Recent studies 'have shown conclusively that children do not
use rhyming endings to decode words; hardly ever decode by
analogy to other words; and that ability to dissect words
into onsets and rimes has no impact whatsoever on learning
to read and spell. (D.McGuinness WCCR
'Teaching word parts, analogies and word families creates the "part-word assembler''. This is the child who searches for little, familiar word parts and assembles them into a nonsense word, hoping it will be close enough to guess what it is. Jane sees the word "watermelon", which has these parts in it: wa wat wate at ate ter term erm me mel el lo on. Which of these 13 parts would you use? Jane chose "weatermeon" (D.McGuinness.THE.29/05/98)
'It is ethically unacceptable to pursue teaching methods that may cause anxiety and stress', says synthetic phonics opponent, Marian Whitehead (Whitehead. 2010 p.141). Following, is an example
of the **'decoding' rigmarole that a child taught to use a range of strategies is expected
to go through on encountering any word they don't immediately recognise: ''(I)f a child met the word ‘nightingale’
he would use a combination of initial sound (n), segmentation
(night-ing-(g)ale), letter clusters (ight, ing), sight vocabulary
(gale) and context (it’s a bird)’' (Fisher. Practical answers to teachers' questions about reading. UKLA
p8) A better method of inducing anxiety and stress in a beginning reader is difficult to imagine.
Note, that as only the most consistent GPCs are directly taught in traditional mixed methods instruction and leveled scheme books (Book Bands) are used from the very start, sounding out GPC by GPC all-through-the-written-word, one of the central tenets of synthetic phonics, will fail as a strategy and is therefore discouraged; 'Sounding out a word is a cumbersome, time-consuming, and unnecessary activity. By using context, we
can identify words with only minimal attention to grapho/phonemic cues' (Weaver. Reading process & practice: From socio-psycholinguistics to whole language) 'Many ways of teaching reading rely on children learning to ‘sound out’ words they don’t know, but in Reading Recovery we are sceptical of the usefulness of this approach' (Running Record. Dec. '04 p8)
Retired English teacher Jenny Chew helps with one-to-one reading at her local primary school. She says ''The trouble is that ‘sound it out’ often doesn’t work, given the mismatch between the books RR [Reading Recovery] children are given to read and the state of their phonic knowledge. I’ve helped voluntarily in an infant school which doesn’t have RR but uses Book Bands, and weak Y1 readers have often been issued with books full of words that they can’t possibly read. I’ve always taken along my own stock of decodable books, and I get the children to try these once I’ve dutifully helped them through their non-decodables. At first they tend to resort to their usual strategies, but when they realise that these are books where sounding out really works, they often get the bit between their teeth. It’s not all plain sailing, however – I can move them on to the next level of decodables when I see them the following week, but in the meantime they will have been issued with several more non-decodables which will have made them revert to their non-decoding mindset''.

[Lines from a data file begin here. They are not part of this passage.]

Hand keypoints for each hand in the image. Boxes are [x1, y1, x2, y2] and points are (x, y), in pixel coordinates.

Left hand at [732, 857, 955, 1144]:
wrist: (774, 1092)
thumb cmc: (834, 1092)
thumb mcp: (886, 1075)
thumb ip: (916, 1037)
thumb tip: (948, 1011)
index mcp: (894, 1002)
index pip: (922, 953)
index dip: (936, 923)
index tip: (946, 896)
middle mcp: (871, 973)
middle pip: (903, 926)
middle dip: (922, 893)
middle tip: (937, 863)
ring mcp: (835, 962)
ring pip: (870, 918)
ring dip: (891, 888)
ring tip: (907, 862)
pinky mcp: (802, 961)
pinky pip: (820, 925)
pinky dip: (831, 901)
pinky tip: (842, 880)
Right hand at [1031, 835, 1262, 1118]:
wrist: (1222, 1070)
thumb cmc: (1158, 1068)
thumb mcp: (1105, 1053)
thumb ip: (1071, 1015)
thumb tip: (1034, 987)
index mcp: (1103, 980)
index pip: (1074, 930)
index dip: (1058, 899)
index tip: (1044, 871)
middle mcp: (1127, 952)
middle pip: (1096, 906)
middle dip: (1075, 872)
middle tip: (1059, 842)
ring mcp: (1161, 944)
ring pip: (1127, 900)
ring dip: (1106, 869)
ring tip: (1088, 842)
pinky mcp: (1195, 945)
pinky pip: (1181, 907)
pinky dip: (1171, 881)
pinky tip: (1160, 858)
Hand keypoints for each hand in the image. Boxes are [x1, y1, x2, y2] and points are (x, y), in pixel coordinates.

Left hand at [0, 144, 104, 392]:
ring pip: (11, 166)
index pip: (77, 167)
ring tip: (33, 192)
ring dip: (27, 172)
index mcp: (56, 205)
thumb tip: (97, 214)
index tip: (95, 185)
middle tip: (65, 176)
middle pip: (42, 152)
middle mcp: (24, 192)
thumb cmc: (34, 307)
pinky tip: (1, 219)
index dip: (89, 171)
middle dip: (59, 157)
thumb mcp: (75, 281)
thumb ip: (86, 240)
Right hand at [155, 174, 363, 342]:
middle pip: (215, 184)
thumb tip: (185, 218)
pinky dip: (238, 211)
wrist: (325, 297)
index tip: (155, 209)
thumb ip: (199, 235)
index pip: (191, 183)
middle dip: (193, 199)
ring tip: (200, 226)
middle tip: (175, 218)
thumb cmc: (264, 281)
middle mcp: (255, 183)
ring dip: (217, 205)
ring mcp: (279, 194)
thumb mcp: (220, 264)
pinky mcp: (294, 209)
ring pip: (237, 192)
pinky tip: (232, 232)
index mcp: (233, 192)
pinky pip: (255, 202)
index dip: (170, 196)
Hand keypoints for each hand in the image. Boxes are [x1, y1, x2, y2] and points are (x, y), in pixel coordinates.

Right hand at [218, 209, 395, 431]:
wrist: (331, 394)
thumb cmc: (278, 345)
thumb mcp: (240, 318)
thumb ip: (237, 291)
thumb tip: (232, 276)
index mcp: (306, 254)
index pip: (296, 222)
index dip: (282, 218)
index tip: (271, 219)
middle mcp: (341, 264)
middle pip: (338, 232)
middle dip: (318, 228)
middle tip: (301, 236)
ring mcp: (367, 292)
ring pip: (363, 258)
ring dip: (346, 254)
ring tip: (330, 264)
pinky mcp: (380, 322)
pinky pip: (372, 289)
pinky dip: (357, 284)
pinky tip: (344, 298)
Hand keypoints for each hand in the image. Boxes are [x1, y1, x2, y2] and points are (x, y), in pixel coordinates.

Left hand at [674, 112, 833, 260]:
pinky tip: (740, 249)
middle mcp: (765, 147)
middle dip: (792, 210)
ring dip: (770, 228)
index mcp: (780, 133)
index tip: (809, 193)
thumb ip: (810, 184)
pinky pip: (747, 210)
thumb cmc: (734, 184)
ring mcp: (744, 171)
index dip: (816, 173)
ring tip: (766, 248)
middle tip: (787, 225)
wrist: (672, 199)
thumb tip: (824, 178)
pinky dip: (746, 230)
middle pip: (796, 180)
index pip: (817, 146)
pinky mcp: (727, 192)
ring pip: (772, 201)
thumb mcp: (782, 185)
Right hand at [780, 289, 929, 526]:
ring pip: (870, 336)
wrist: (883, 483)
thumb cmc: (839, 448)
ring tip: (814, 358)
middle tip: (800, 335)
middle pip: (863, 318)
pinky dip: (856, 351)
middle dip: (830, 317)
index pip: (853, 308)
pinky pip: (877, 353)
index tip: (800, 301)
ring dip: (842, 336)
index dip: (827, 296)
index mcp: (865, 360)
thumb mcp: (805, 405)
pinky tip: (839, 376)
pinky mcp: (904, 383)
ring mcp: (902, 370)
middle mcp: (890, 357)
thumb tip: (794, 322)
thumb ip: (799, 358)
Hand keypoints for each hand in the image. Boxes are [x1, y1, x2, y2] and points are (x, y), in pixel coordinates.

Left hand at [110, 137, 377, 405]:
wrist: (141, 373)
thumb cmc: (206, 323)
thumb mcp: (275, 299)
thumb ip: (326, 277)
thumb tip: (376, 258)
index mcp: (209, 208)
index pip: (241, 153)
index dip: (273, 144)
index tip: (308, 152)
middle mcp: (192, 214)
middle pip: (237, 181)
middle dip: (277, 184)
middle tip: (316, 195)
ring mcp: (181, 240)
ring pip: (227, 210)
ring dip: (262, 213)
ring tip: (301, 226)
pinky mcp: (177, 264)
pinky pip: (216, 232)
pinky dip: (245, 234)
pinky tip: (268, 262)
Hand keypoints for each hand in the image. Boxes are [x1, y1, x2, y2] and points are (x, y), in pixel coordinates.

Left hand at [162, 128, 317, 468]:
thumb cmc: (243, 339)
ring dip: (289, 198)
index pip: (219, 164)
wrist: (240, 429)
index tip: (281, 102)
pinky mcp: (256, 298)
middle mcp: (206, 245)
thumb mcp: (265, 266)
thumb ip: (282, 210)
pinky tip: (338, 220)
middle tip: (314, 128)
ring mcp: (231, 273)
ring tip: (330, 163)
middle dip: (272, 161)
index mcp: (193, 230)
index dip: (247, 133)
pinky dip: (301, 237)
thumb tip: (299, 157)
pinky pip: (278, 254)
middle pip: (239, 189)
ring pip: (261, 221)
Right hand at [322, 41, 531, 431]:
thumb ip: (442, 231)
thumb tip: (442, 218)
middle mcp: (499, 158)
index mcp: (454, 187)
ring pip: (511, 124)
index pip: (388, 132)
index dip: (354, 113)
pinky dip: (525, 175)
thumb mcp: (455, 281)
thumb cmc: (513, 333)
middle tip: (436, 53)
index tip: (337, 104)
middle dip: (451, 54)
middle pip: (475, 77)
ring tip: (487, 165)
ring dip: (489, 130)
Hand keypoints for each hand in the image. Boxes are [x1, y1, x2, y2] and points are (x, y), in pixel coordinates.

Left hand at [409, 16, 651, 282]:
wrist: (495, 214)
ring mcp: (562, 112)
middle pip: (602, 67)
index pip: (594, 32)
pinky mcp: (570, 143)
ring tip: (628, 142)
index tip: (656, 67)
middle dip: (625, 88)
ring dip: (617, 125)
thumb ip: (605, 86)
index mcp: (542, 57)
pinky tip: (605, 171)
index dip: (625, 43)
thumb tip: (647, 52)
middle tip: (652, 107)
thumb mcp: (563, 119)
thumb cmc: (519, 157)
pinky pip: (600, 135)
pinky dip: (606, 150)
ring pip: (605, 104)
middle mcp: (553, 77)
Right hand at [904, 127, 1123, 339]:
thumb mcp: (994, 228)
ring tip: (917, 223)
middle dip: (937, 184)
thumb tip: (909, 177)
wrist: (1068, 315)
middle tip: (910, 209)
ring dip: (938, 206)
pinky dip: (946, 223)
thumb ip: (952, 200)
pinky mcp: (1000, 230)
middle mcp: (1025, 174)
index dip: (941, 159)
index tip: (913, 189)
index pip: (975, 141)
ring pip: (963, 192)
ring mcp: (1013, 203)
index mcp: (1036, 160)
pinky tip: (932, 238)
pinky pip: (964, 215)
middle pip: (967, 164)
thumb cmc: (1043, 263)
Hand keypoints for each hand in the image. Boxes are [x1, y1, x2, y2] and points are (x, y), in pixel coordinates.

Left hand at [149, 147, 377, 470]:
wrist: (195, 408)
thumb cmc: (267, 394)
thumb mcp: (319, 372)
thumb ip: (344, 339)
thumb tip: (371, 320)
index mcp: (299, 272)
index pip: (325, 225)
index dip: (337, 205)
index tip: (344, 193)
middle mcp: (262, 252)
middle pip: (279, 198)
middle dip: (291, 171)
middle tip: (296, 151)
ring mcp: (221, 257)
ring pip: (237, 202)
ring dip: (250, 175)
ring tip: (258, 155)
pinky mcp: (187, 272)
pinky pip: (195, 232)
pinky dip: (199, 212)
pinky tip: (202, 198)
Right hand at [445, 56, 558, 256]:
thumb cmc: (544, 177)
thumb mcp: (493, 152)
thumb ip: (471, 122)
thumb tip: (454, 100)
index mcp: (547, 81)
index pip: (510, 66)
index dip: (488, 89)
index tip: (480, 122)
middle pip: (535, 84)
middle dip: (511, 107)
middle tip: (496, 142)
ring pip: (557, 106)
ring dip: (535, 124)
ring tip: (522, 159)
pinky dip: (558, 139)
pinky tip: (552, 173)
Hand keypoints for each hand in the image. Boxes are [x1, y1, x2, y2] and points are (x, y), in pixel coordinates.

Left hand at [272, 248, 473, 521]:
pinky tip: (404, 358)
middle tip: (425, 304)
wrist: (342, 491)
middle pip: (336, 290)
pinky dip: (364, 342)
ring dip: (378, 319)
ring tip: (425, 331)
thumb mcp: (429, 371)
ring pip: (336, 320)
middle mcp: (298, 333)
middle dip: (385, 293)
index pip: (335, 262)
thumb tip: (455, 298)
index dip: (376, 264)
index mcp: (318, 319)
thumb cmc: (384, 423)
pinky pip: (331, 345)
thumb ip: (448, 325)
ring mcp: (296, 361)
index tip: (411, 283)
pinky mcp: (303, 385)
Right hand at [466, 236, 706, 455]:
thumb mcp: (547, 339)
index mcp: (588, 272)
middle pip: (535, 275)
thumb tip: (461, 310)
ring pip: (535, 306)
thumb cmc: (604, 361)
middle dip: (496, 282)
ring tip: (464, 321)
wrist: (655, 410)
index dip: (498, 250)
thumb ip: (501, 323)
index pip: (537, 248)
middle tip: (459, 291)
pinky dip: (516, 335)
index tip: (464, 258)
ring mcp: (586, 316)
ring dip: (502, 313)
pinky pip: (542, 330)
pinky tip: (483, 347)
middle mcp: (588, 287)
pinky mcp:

Spelfabet explains the difficulties with giving beginning or struggling readers leveled books to read.
In her book, Language Development and Learning to Read, Diane McGuinness describes the decoding strategies that children taught in whole-language /mixed methods classrooms ACTUALLY use. 'In my research on children's reading strategies, I found that by the end of first grade, children in whole-language classrooms were using three different decoding strategies. A small minority were decoding primarily by phonemes (one sound at a time). Another group, whom I call "part-word decoders," searched for recognizable little words or word fragments inside bigger words. A third group ("whole-word guessers") decoded the first letter phonetically, then guessed the word by its length and shape – the overall visual pattern made by the letter string. Very few children used a pure sight-word strategy [the telephone number strategy -see Method 1*], and the children who did usually stopped reading before the end of the school year. Reading test scores reflected these strategies, with the phonemic decoders superior, part-word decoders next, and whole-word guessers the worst. When these children were followed to third grade, the whole-word guessers had not changed their approach and were the undisputed worst readers in the class. Some part-word decoders had graduated to phonemic decoding, but the majority of the third graders remained primarily part-word decoders. Once more, phonemic decoders were far and away the best readers. This shows that children are active learners, and when confronted with vague or misleading guidelines for how to read, they try out strategies to overcome this difficulty. The fact that these strategies are different, and that they tend to stay constant over such a long period of time, is strong evidence against a developmental explanation.'(D. McGuinness. LDLR p3)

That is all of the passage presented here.